**WHAT THIS TASK INVOLVES:** For each line below that holds "Panderruedas", return the line as it stands.
+++ SOURCE MATERIAL +++
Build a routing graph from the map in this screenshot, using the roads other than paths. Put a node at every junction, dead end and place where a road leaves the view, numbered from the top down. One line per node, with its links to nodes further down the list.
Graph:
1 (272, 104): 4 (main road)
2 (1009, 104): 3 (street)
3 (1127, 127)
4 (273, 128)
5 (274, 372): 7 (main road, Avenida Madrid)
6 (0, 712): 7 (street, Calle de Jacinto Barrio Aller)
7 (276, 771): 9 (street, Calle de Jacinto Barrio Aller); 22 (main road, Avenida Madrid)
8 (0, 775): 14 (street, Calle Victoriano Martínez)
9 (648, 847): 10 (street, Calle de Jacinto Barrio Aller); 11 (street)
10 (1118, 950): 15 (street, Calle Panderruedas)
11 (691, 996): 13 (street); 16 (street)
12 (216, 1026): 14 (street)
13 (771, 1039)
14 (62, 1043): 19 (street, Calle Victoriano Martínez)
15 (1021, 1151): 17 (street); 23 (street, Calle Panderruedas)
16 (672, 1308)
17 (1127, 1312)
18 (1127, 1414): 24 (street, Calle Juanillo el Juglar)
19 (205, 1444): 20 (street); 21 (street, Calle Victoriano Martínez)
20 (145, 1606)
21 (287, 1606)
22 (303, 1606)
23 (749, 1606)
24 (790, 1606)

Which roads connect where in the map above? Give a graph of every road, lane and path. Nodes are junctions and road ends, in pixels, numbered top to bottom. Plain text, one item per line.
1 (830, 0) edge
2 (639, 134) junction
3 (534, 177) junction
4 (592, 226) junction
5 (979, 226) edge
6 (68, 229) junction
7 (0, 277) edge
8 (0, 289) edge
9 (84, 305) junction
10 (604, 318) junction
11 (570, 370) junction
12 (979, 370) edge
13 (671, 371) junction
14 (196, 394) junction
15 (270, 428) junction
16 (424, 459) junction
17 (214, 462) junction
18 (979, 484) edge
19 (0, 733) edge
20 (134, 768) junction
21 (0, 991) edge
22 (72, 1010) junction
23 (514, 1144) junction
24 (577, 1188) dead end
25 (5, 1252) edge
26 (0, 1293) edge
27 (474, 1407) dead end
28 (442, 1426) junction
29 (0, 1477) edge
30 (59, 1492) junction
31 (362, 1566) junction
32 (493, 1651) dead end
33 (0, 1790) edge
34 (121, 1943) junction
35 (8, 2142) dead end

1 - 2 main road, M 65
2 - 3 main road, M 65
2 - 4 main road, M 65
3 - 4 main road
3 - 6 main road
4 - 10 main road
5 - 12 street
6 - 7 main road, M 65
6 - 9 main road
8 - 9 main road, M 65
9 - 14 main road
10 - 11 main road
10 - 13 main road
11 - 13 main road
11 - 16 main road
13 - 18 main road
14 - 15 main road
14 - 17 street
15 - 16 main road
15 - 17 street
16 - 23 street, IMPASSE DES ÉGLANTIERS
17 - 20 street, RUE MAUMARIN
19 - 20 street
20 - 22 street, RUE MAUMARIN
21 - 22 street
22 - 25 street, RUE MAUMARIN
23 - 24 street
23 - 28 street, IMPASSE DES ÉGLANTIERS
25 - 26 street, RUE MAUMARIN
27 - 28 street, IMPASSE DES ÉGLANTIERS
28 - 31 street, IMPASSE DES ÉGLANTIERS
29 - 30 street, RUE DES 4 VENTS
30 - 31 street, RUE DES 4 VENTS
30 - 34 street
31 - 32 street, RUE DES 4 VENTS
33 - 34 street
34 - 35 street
+++
**FINAL ANSWER:**
10 (1118, 950): 15 (street, Calle Panderruedas)
15 (1021, 1151): 17 (street); 23 (street, Calle Panderruedas)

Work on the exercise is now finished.